Parallel Fenwick Tree
Team Members: Tzu-Yen Tseng (tzuyent) & Jim Shao (chiatses)
Project Web Page
Summary
We are implementing a parallelizable Fenwick Tree (Binary Indexed Tree) on CPU to enable concurrent read and write operations.
Background
While segment trees and prefix sums have been widely studied in parallel computing, Fenwick trees remain relatively unexplored. As a lightweight data structure supporting range queries, a parallel Fenwick tree could offer performance benefits with lower overhead.
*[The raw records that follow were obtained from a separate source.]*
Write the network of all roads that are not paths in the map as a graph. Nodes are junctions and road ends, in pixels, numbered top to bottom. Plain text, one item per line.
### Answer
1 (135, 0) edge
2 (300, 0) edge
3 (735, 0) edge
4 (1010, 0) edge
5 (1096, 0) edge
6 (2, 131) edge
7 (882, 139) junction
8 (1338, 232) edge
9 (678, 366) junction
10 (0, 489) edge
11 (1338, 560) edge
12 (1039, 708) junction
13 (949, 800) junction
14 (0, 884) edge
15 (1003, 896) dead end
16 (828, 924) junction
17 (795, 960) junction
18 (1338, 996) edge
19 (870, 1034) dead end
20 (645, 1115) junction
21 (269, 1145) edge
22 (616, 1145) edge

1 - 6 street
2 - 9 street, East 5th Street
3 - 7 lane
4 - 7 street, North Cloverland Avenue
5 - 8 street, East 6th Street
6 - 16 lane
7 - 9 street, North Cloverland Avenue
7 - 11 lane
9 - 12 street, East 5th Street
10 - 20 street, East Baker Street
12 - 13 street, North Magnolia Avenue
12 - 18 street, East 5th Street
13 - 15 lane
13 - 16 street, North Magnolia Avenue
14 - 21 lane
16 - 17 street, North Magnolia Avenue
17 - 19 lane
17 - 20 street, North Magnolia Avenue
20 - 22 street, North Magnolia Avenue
A pseudocode of standard serial implementation is as follows:
class FenwickTree {
int agg[n]; // Internal array
// Add val to array[x]
void add(int x, int val) {
for (++x; x < n; x += x & -x) {
agg[x] += val;
}
}
// Get prefix sum of array[0..x-1]
int sum(int x) {
int res = 0;
for (++x; x > 0; x -= x & -x) {
res += agg[x];
}
}
return res;
};
A straighforward parallelization approach is to use a fine-grained lock on each agg[i]
:
class FenwickTree {
int agg[n]; // Internal array
lock_t locks[n];
// Add val to array[x]
void add(int x, int val) {
for (++x; x < n; x += x & -x) {
locks.lock();
agg[x] += val;
locks.unlock();
}
}
// Get prefix sum of array[0..x-1]
int sum(int x) {
int res = 0;
for (++x; x > 0; x -= x & -x) {
locks.lock();
res += agg[x];
locks.unlock();
}
}
return res;
};
Another simple alternative is to use atomic variables:
class FenwickTree {
atomic<int> agg[n]; // Internal array
// Add val to array[x]
void add(int x, int val) {
for (++x; x < n; x += x & -x) {
agg[x] += val;
}
}
// Get prefix sum of array[0..x-1]
int sum(int x) {
int res = 0;
for (++x; x > 0; x -= x & -x) {
res += agg[x];
}
}
return res;
};
The Challenges
- Managing synchronization between write/write or write/read operations
- Access patterns exhibit non-uniform contention; for example, some elements in the internal array are accessed significantly more frequently than others
- Each read/write operation accesses multiple, scattered locations in the internal array, leading to poor data locality under the naive parallel approach implementation
- We attempted to parallelize the Fenwick tree using both fine-grained locks and atomic operations as baselines, but both approaches performed worse than the sequential version, leading to a 2.0x slowdown..
Resources
- Environment
- GHC and PSC machines
- Code
- Fenwick Tree - Serial Version
- Sample code for microbenchmarking a range-query supported data structure
- Haven’t optained yet
Goals and Deliverables
Plan to Achieve
- Build a functionally correct Fenwick tree with atomic variables
- Build a functionally correct Fenwick tree with fine-grained locking
- Determine appropriate lock granularity based on the read/write access pattern
- Pipelining: instead of parallelizing across operations, partition the internal array and assign each segment to a thread to reduce contention and improve locality
- Benchmark and profile different parallelization strategies and workload distribution on multicore machines
- Given the high contention in the Fenwick tree, we aim to achieve near-linear speedup at lower thread counts, especially when the internal array is sufficiently large
Hope to Achieve
- Achieve near-linear speedup even at high thread counts
- Explore alternative parallization strategies: SIMD, CUDA
Platform Choice
- GHC, PSC (Linux)
- GHC and PSC are chosen due to their high core counts, which align well with our focus on CPU-based parallel computing
- C++
- C++ is selected due to its support of parallel programming libraries like OpenMP and Cilk, which we plan to leverage during our development
Schedule
Date | Goal |
---|---|
4/1 | Build multi-versions of parallelizable Fenwick tree, focusing on parallelism across operations |
4/3 | Build the framework for microbenchmarking |
4/6 | Tune and finalize data-parallel approaches based on profiling results. |
4/8 | Develop and begin testing pipelining approaches |
4/15 (Check-in) | Finalize the pipelining approaches based on profiling results |
4/22 | Benchmark all approaches and compare the results |
4/29 | Complete the final report and poster |
Last Updated: March 26, 2025